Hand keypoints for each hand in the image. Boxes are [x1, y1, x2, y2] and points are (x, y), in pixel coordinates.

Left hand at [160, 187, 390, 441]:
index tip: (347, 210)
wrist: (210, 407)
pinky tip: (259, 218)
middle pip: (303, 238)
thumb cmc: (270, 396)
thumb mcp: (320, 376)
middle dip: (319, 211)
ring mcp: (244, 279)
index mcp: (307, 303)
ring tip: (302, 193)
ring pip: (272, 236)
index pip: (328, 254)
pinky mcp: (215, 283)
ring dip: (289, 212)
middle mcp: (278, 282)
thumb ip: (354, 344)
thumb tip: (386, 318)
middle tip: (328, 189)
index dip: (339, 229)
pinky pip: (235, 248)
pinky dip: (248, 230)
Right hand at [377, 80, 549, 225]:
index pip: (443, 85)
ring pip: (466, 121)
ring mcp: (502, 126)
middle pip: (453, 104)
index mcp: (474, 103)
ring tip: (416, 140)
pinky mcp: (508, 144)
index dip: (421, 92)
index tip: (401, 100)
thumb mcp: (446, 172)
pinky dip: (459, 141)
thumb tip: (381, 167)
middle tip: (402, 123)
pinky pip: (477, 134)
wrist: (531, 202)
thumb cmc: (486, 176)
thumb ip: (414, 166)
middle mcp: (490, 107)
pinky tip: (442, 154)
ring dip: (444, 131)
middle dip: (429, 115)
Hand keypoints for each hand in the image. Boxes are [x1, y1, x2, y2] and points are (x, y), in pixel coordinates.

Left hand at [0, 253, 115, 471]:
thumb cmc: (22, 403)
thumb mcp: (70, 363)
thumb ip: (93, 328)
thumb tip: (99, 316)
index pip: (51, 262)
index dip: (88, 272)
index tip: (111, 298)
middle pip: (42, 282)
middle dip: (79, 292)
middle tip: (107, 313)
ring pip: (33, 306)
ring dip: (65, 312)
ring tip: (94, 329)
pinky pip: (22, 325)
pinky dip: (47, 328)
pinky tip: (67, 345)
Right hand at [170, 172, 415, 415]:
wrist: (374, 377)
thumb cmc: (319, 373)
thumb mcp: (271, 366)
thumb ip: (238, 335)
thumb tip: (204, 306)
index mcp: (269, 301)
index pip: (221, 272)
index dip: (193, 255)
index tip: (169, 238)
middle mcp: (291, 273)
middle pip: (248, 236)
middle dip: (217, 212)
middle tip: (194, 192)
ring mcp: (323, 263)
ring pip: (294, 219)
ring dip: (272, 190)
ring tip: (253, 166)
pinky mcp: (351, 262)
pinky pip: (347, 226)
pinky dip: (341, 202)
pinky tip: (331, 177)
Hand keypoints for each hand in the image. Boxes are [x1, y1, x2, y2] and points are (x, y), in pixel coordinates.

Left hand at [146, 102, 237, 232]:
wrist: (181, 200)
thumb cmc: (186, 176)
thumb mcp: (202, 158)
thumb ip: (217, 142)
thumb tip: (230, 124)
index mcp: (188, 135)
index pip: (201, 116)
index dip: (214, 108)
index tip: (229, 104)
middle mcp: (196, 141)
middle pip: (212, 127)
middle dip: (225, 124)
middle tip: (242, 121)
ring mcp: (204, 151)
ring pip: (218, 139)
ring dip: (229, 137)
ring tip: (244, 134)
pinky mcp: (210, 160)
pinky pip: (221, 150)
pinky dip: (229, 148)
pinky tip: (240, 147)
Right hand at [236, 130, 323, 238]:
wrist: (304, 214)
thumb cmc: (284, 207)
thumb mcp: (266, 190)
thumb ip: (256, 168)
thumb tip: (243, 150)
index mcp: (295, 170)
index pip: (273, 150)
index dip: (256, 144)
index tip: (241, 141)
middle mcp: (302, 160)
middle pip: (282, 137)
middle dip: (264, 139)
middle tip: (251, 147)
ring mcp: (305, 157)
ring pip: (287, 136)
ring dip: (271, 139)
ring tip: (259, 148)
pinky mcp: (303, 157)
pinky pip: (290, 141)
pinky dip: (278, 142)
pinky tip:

====

**Problem description:** The data must be retyped in full, exactly as it reads.

**Response:**
Hand keypoints for each hand in the image. Boxes are [x1, y1, x2, y2] and points are (x, y), in pixel coordinates.

Left hand at [160, 187, 390, 441]:
index tip: (347, 210)
wrist: (210, 407)
pinky tip: (259, 218)
middle pip: (303, 238)
thumb cmc: (270, 396)
thumb mcp: (320, 376)
middle dip: (319, 211)
ring mcp: (244, 279)
index mcp: (307, 303)
ring tip: (302, 193)
ring pip: (272, 236)
index pip: (328, 254)
pinky mcp: (215, 283)
ring dip: (289, 212)
middle mcp: (278, 282)
thumb ip: (354, 344)
thumb tip: (386, 318)
middle tip: (328, 189)
index dip: (339, 229)
pinky pip: (235, 248)
pinky dip: (248, 230)
Right hand at [377, 80, 549, 225]:
index pip: (443, 85)
ring pip: (466, 121)
ring mcp: (502, 126)
middle pip: (453, 104)
index mcp: (474, 103)
ring tip: (416, 140)
pinky mcp: (508, 144)
index dip: (421, 92)
index tip: (401, 100)
thumb mcp: (446, 172)
pinky dip: (459, 141)
thumb tip: (381, 167)
middle tip: (402, 123)
pinky pip: (477, 134)
wrist: (531, 202)
thumb cmc: (486, 176)
thumb ip: (414, 166)
middle mcp: (490, 107)
pinky tip: (442, 154)
ring dip: (444, 131)
middle dip: (429, 115)
Hand keypoints for each hand in the image. Boxes are [x1, y1, x2, y2] and points are (x, y), in pixel coordinates.

Left hand at [0, 253, 115, 471]:
thumb cmc: (22, 403)
thumb mcp: (70, 363)
thumb ip: (93, 328)
thumb tip: (99, 316)
index pip: (51, 262)
index dip: (88, 272)
index tip: (111, 298)
middle pip: (42, 282)
middle dip: (79, 292)
middle tip: (107, 313)
ring pip: (33, 306)
ring dip: (65, 312)
ring tip: (94, 329)
pinky pip: (22, 325)
pinky dip: (47, 328)
pinky tip: (67, 345)
Right hand at [170, 172, 415, 415]:
wrist: (374, 377)
thumb cmc: (319, 373)
thumb mcp: (271, 366)
thumb ip: (238, 335)
thumb tip: (204, 306)
index mcp: (269, 301)
index pip: (221, 272)
index dip: (193, 255)
index tip: (169, 238)
middle mcp: (291, 273)
middle pip: (248, 236)
middle dip: (217, 212)
middle tip: (194, 192)
ring mcp: (323, 263)
ring pip: (294, 219)
ring dip: (272, 190)
ring tip: (253, 166)
pinky mcp: (351, 262)
pinky pip: (347, 226)
pinky dip: (341, 202)
pinky tip: (331, 177)
Hand keypoints for each hand in the image. Boxes are [x1, y1, x2, y2] and points are (x, y), in pixel coordinates.

Left hand at [146, 102, 237, 232]:
wrist: (181, 200)
thumb cmc: (186, 176)
thumb mcp: (202, 158)
thumb ip: (217, 142)
thumb tip: (230, 124)
index mcp: (188, 135)
index pip: (201, 116)
index dip: (214, 108)
index tip: (229, 104)
middle mcp: (196, 141)
middle pip: (212, 127)
middle dip: (225, 124)
middle tip: (242, 121)
ring mcp: (204, 151)
ring pip: (218, 139)
ring dip: (229, 137)
ring tip: (244, 134)
pinky mcp: (210, 160)
pinky pip: (221, 150)
pinky dip: (229, 148)
pinky tip: (240, 147)
Right hand at [236, 130, 323, 238]:
wrist: (304, 214)
thumb cmc: (284, 207)
thumb mcp: (266, 190)
thumb ip: (256, 168)
thumb tip: (243, 150)
index mcp: (295, 170)
index pip: (273, 150)
index dip: (256, 144)
index tip: (241, 141)
middle mcp: (302, 160)
middle pip: (282, 137)
middle dip: (264, 139)
middle tip: (251, 147)
ring mcp: (305, 157)
ring pip: (287, 136)
ring dip: (271, 139)
ring tip: (259, 148)
pinky mcp: (303, 157)
pinky pip: (290, 141)
pinky dip: (278, 142)
pinky tip:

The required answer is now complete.